Eduardo Trevizo was home with his 9-year-old son, Carlos, at the time. He was sitting on his front porch when he heard the roar of it approaching from behind his home. It knocked down fencing, broke and upstairs window, knocked down trees and tore away part of the enclosure to his house’s water heater. “It happened real quick,” he said. “I saw a black line, which was lots of black leaves” in the funnel cloud.
Trevizo got Carlos and headed into the home’s basement. “It was scary,” Carlos said. “I grabbed nothing, no shoes even.”
A command center for emergency responders was set up at Gratton and Zeering roads. Stanislaus County Sheriff’s Department spokesman Anthony Bejaran said early reports were of damage to buildings including homes and Lighthouse Baptist Church, but no injuries.
Agencies on the scene also included the California Highway Patrol and the Denair and Keyes Fire Department. Firefighters were sawing up and clearing fallen trees and limbs. Crews from the Turlock Irrigation District and Pacific Gas & Electric arrived to repair utilities damage.

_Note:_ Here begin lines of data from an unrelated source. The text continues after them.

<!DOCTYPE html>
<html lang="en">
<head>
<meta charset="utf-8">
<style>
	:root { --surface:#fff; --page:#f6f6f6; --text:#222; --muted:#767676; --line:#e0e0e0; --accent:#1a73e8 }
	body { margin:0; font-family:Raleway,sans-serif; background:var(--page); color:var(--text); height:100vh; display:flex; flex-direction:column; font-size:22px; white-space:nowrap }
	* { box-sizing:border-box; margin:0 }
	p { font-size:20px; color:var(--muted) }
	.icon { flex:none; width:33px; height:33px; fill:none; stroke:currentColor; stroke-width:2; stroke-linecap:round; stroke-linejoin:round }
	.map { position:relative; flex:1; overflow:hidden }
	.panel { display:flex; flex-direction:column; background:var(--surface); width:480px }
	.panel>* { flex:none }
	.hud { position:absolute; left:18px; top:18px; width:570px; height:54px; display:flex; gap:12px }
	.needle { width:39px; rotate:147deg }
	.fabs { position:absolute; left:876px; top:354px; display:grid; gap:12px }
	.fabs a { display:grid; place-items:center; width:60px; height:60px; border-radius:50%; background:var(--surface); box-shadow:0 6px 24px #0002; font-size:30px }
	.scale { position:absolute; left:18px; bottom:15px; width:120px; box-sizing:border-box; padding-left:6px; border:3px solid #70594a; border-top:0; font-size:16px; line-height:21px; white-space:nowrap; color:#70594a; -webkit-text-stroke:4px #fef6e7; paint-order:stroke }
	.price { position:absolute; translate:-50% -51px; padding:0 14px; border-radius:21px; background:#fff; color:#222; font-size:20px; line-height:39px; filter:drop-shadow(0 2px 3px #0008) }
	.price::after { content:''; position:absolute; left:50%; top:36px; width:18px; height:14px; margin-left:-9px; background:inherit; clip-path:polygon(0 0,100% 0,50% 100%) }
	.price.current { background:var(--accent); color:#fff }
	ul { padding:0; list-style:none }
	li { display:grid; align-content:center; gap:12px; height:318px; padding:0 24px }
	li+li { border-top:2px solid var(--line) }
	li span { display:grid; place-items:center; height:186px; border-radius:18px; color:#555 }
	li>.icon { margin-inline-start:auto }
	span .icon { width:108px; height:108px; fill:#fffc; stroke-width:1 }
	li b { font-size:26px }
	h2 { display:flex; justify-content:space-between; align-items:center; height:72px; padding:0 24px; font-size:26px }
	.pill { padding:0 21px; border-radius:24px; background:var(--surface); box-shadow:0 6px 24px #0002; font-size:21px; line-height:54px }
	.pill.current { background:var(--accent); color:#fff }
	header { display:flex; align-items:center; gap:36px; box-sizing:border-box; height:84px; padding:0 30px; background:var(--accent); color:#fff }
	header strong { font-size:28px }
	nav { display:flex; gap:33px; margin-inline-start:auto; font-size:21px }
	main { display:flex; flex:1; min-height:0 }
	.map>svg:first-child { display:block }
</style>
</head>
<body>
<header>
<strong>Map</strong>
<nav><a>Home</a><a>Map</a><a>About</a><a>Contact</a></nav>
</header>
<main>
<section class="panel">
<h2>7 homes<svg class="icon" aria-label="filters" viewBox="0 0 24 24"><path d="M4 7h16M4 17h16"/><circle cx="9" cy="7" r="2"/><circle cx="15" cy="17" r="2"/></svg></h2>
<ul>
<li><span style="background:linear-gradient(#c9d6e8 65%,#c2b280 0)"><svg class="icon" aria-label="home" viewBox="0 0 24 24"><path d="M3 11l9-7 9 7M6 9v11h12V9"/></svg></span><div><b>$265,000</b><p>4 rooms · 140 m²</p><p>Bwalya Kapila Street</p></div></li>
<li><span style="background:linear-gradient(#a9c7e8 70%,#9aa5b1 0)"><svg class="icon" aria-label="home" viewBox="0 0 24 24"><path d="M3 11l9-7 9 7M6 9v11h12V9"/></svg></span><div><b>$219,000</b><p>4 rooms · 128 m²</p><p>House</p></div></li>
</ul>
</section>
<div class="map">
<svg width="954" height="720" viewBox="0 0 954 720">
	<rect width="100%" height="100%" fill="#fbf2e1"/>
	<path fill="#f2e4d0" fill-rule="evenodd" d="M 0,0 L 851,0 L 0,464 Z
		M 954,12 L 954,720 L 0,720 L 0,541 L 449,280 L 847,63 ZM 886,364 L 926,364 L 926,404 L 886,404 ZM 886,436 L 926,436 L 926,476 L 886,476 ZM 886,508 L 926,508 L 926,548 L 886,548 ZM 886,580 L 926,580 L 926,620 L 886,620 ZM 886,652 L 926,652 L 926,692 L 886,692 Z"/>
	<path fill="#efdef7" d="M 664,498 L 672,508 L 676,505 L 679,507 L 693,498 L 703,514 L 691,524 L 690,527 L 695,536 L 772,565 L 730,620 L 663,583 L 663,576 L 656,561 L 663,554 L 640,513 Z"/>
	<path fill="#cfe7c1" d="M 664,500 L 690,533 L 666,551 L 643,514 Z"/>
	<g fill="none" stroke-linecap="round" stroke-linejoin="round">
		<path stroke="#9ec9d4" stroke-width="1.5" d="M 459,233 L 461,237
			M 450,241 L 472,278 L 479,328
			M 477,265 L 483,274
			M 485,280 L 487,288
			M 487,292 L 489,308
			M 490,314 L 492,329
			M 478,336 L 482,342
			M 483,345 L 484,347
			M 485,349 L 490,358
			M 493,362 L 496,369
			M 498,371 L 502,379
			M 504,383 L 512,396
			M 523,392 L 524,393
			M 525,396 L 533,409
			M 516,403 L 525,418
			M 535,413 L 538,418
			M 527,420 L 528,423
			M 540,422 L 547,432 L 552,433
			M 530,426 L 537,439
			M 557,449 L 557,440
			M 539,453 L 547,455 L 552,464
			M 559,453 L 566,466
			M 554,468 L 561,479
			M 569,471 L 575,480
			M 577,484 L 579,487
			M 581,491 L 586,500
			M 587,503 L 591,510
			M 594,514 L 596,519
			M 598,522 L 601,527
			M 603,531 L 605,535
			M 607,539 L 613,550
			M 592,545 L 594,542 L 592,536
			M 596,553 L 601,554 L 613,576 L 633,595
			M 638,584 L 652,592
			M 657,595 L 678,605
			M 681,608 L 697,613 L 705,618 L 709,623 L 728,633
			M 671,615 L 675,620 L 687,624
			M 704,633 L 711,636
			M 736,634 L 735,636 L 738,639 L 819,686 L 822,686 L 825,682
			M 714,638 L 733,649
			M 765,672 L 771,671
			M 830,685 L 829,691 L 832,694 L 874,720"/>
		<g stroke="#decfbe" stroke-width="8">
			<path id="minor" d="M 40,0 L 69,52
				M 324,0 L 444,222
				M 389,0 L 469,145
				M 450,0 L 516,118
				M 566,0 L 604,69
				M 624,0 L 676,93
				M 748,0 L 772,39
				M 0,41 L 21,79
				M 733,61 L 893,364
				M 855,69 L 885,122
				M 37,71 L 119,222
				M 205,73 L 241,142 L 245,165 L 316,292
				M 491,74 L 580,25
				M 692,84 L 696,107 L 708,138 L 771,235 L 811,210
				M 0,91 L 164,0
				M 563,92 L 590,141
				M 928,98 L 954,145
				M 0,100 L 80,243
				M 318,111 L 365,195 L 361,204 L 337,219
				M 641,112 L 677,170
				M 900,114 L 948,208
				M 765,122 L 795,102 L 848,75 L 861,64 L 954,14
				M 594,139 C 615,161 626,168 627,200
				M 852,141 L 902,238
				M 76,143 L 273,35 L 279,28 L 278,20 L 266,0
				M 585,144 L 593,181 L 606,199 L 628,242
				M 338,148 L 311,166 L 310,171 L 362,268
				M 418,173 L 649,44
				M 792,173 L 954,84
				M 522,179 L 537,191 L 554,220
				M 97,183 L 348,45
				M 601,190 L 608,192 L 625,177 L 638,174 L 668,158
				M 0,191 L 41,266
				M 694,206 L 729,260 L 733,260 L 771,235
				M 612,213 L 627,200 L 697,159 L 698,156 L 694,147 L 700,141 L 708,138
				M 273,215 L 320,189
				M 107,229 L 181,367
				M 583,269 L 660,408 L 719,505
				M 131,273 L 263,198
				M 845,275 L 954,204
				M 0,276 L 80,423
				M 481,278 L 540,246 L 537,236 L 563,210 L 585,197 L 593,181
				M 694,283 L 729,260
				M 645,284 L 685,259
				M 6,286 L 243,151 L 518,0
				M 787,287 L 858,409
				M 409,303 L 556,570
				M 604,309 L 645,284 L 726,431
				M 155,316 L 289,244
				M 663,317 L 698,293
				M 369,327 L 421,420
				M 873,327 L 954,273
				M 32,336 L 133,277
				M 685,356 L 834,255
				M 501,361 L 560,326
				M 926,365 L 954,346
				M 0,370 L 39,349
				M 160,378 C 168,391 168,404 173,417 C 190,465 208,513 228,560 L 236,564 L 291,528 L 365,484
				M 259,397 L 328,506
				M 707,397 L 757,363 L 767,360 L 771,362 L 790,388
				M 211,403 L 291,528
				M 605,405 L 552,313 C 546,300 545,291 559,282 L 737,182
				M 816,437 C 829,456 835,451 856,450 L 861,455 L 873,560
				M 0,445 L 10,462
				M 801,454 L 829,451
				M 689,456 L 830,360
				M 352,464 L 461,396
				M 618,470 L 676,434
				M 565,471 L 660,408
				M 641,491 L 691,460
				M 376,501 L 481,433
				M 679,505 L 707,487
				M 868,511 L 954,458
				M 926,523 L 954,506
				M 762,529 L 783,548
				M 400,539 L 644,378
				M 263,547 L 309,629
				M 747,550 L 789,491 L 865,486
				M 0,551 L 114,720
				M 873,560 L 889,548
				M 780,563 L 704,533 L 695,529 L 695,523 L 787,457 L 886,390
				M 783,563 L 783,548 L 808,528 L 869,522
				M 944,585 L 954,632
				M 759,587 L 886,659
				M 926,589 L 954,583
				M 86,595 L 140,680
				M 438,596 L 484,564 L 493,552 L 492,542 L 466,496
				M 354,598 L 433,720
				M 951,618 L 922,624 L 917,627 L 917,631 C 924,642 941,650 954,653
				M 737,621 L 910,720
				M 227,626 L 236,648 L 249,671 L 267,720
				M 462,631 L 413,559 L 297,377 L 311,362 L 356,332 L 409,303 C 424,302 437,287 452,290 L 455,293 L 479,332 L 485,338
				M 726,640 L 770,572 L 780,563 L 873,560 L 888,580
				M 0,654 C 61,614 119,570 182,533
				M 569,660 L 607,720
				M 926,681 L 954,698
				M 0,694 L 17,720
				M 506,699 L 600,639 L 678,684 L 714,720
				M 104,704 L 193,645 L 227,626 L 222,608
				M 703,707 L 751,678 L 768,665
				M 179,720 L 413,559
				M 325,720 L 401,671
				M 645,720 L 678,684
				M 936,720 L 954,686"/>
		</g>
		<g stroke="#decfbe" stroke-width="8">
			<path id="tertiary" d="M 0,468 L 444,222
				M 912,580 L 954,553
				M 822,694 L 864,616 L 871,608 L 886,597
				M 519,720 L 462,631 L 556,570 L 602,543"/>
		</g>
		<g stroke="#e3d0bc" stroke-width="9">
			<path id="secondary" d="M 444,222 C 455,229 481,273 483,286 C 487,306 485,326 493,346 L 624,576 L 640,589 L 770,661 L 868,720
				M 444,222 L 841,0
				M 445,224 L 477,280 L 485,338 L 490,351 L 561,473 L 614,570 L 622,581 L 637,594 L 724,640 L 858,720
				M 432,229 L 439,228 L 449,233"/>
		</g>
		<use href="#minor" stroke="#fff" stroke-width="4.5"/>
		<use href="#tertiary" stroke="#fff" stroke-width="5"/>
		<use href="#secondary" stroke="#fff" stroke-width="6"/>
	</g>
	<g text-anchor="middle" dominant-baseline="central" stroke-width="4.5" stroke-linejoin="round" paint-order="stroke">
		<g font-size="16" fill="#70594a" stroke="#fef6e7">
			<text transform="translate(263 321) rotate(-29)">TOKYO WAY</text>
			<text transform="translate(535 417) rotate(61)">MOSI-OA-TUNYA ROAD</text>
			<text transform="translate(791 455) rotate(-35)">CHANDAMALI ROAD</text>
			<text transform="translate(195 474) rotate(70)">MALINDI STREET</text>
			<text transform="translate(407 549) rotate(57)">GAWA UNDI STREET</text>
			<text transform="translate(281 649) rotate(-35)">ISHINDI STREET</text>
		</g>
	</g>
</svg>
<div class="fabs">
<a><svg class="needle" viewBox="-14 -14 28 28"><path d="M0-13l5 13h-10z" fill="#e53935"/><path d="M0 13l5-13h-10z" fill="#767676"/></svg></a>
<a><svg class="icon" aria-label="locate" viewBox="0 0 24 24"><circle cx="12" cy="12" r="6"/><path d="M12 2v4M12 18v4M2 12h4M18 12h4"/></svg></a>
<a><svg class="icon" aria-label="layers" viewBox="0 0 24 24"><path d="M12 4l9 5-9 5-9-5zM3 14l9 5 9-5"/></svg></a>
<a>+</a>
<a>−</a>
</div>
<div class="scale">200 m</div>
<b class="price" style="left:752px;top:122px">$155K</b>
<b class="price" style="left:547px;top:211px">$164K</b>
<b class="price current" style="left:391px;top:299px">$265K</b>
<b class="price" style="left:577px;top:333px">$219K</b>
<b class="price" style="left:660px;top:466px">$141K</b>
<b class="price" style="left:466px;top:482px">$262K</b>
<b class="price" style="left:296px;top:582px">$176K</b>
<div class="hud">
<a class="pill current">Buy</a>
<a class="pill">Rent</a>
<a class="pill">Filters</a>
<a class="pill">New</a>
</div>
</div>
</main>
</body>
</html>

Scores of people were on the streets, surveying damage, checking on neighbors, talking of trampolines and other belongings picked up and deposited houses away. Zeering resident Rob Rogers, a geology professor at California State University, Stanislaus, had just returned to a neighbor’s yard a rooftop vent that ended up next door at his home.
Justin Lehman, pastor at Lighthouse Baptist, was looking at the holes punched through the roof of its fellowship hall. Eying the tree that did the damage, he commented, “We’ve been meaning to take it down, but not like this.”
Services were held earlier in the day at the church, but the 1907 building, which appeared to suffer minor damage like shingles being torn from the roof, and the fellowship hall were not in use when the storm hit. “God’s good to us,” he said. “We’re excited for the opportunities this will bring, for what God has planned for us. ... We just have to figure out what to do in the meantime.”